YOUR TASK
Images do not belong in the copy. Retype all the entries below exactly.

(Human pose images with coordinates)

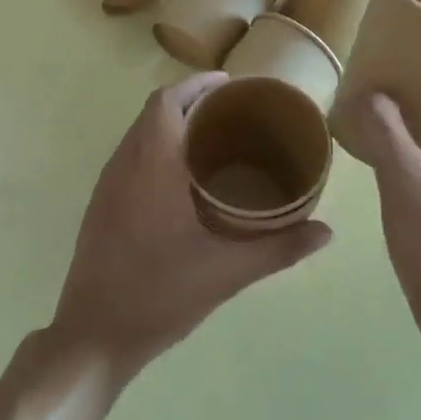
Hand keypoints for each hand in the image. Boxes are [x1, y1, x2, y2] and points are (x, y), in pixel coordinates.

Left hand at [49, 74, 332, 383]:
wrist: (94, 335)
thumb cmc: (159, 296)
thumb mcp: (226, 273)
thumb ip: (278, 249)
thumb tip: (326, 231)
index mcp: (150, 166)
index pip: (167, 102)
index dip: (197, 85)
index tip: (231, 85)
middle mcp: (123, 166)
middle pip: (153, 113)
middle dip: (190, 102)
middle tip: (233, 113)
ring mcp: (106, 187)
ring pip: (138, 136)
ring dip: (171, 126)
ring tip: (214, 140)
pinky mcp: (100, 207)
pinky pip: (130, 159)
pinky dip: (156, 150)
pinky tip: (184, 180)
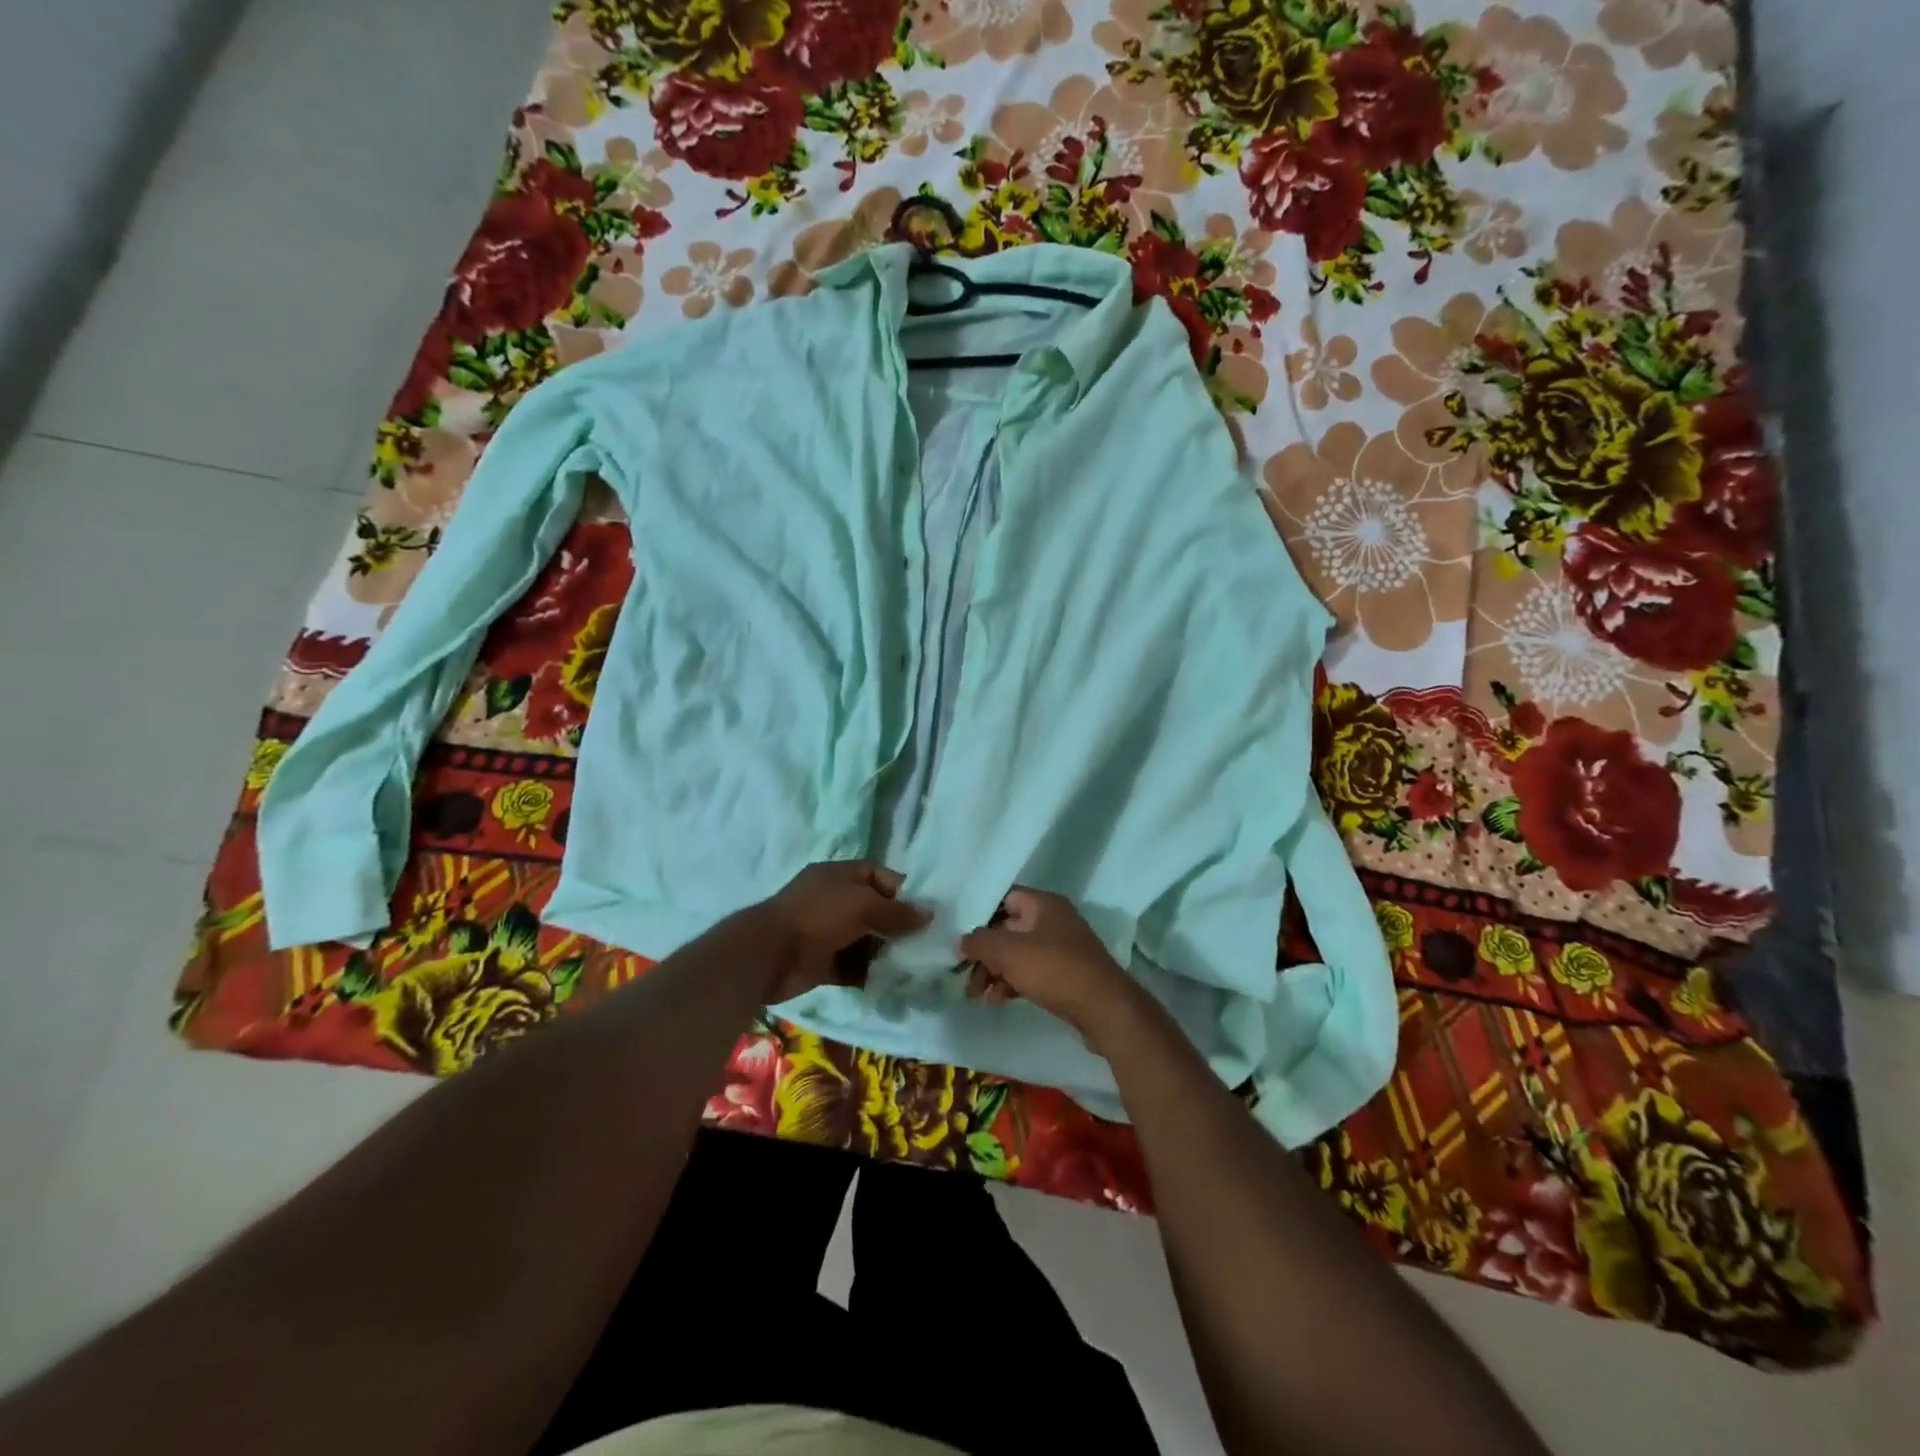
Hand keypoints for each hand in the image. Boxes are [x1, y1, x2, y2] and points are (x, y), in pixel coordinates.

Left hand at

RESULT
Hand keypoints for each hand in the image. Boxes are [x1, y1, x2, y2] and points are (x, y), in pixel coordinates.

Left hand at [49, 74, 332, 383]:
wrist: (94, 335)
thumb cmc: (159, 296)
thumb mcp: (226, 273)
thumb ip: (278, 249)
thumb tip: (326, 231)
index mcp: (150, 166)
index pip: (167, 102)
index dip: (197, 85)
index tip: (231, 85)
middle mcp: (123, 166)
middle pip: (153, 113)
middle dip: (190, 102)
middle tip: (233, 113)
ring mcp: (106, 187)
ring pip: (138, 136)
ring dip: (171, 126)
ring tip: (214, 140)
pinky mcp: (100, 207)
pinky pip: (130, 159)
pinky dip: (156, 150)
pinky tip: (184, 180)
Hand keypoints for each hand in the image. Boxes are [x1, y1, x2, y2] and points are (x, y), in pixel coordinates.

Left hand at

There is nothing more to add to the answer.